---- Records to use

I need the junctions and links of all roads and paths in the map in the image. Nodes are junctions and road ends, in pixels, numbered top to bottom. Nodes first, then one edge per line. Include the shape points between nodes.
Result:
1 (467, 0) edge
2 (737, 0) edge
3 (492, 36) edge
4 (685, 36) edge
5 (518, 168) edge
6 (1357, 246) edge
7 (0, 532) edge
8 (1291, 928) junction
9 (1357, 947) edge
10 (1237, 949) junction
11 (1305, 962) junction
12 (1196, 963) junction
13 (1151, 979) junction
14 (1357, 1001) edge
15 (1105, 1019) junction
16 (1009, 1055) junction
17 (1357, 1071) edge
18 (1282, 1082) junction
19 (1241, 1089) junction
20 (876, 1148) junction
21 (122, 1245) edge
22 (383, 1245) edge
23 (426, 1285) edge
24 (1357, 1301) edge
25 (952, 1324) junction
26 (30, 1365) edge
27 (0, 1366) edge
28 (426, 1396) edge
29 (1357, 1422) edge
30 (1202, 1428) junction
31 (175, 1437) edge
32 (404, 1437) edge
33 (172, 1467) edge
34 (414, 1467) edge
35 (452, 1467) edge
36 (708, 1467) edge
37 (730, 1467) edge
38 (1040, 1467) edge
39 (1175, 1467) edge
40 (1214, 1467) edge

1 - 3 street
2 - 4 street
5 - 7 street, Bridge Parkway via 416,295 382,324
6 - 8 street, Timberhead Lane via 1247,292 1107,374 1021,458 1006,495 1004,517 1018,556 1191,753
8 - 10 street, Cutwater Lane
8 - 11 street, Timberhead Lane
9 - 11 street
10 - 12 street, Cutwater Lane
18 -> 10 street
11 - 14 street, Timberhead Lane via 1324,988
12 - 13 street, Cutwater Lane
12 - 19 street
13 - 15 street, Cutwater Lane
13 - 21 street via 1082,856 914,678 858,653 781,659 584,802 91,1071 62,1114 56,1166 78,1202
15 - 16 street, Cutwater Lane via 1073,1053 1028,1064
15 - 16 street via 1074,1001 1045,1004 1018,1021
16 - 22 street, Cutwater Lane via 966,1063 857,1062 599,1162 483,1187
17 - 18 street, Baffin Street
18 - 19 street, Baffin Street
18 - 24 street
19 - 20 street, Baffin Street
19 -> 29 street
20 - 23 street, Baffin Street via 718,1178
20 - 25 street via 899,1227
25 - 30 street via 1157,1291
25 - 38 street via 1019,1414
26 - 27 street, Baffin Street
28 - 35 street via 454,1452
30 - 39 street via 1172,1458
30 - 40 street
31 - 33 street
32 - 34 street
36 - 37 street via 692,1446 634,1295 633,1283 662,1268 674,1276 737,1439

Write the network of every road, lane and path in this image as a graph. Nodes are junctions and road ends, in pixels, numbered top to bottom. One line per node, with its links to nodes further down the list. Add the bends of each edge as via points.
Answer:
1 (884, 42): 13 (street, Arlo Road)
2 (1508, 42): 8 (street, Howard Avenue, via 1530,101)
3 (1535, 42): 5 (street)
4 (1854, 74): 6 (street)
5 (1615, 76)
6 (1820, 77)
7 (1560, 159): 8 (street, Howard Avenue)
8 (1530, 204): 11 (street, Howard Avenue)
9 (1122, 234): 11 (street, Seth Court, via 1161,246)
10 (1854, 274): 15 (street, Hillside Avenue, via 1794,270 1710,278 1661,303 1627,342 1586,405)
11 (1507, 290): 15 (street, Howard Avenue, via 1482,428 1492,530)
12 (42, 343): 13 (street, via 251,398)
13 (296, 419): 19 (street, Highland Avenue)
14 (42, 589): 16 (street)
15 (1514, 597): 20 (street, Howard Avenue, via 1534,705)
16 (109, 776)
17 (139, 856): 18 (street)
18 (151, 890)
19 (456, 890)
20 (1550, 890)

--------

* [Required action]
Output the entries above in their entirety, exactly as written.

* [Output of the task]
I need the junctions and links of all roads and paths in the map in the image. Nodes are junctions and road ends, in pixels, numbered top to bottom. Nodes first, then one edge per line. Include the shape points between nodes.
Result:
1 (467, 0) edge
2 (737, 0) edge
3 (492, 36) edge
4 (685, 36) edge
5 (518, 168) edge
6 (1357, 246) edge
7 (0, 532) edge
8 (1291, 928) junction
9 (1357, 947) edge
10 (1237, 949) junction
11 (1305, 962) junction
12 (1196, 963) junction
13 (1151, 979) junction
14 (1357, 1001) edge
15 (1105, 1019) junction
16 (1009, 1055) junction
17 (1357, 1071) edge
18 (1282, 1082) junction
19 (1241, 1089) junction
20 (876, 1148) junction
21 (122, 1245) edge
22 (383, 1245) edge
23 (426, 1285) edge
24 (1357, 1301) edge
25 (952, 1324) junction
26 (30, 1365) edge
27 (0, 1366) edge
28 (426, 1396) edge
29 (1357, 1422) edge
30 (1202, 1428) junction
31 (175, 1437) edge
32 (404, 1437) edge
33 (172, 1467) edge
34 (414, 1467) edge
35 (452, 1467) edge
36 (708, 1467) edge
37 (730, 1467) edge
38 (1040, 1467) edge
39 (1175, 1467) edge
40 (1214, 1467) edge

1 - 3 street
2 - 4 street
5 - 7 street, Bridge Parkway via 416,295 382,324
6 - 8 street, Timberhead Lane via 1247,292 1107,374 1021,458 1006,495 1004,517 1018,556 1191,753
8 - 10 street, Cutwater Lane
8 - 11 street, Timberhead Lane
9 - 11 street
10 - 12 street, Cutwater Lane
18 -> 10 street
11 - 14 street, Timberhead Lane via 1324,988
12 - 13 street, Cutwater Lane
12 - 19 street
13 - 15 street, Cutwater Lane
13 - 21 street via 1082,856 914,678 858,653 781,659 584,802 91,1071 62,1114 56,1166 78,1202
15 - 16 street, Cutwater Lane via 1073,1053 1028,1064
15 - 16 street via 1074,1001 1045,1004 1018,1021
16 - 22 street, Cutwater Lane via 966,1063 857,1062 599,1162 483,1187
17 - 18 street, Baffin Street
18 - 19 street, Baffin Street
18 - 24 street
19 - 20 street, Baffin Street
19 -> 29 street
20 - 23 street, Baffin Street via 718,1178
20 - 25 street via 899,1227
25 - 30 street via 1157,1291
25 - 38 street via 1019,1414
26 - 27 street, Baffin Street
28 - 35 street via 454,1452
30 - 39 street via 1172,1458
30 - 40 street
31 - 33 street
32 - 34 street
36 - 37 street via 692,1446 634,1295 633,1283 662,1268 674,1276 737,1439

Write the network of every road, lane and path in this image as a graph. Nodes are junctions and road ends, in pixels, numbered top to bottom. One line per node, with its links to nodes further down the list. Add the bends of each edge as via points.
Answer:
1 (884, 42): 13 (street, Arlo Road)
2 (1508, 42): 8 (street, Howard Avenue, via 1530,101)
3 (1535, 42): 5 (street)
4 (1854, 74): 6 (street)
5 (1615, 76)
6 (1820, 77)
7 (1560, 159): 8 (street, Howard Avenue)
8 (1530, 204): 11 (street, Howard Avenue)
9 (1122, 234): 11 (street, Seth Court, via 1161,246)
10 (1854, 274): 15 (street, Hillside Avenue, via 1794,270 1710,278 1661,303 1627,342 1586,405)
11 (1507, 290): 15 (street, Howard Avenue, via 1482,428 1492,530)
12 (42, 343): 13 (street, via 251,398)
13 (296, 419): 19 (street, Highland Avenue)
14 (42, 589): 16 (street)
15 (1514, 597): 20 (street, Howard Avenue, via 1534,705)
16 (109, 776)
17 (139, 856): 18 (street)
18 (151, 890)
19 (456, 890)
20 (1550, 890)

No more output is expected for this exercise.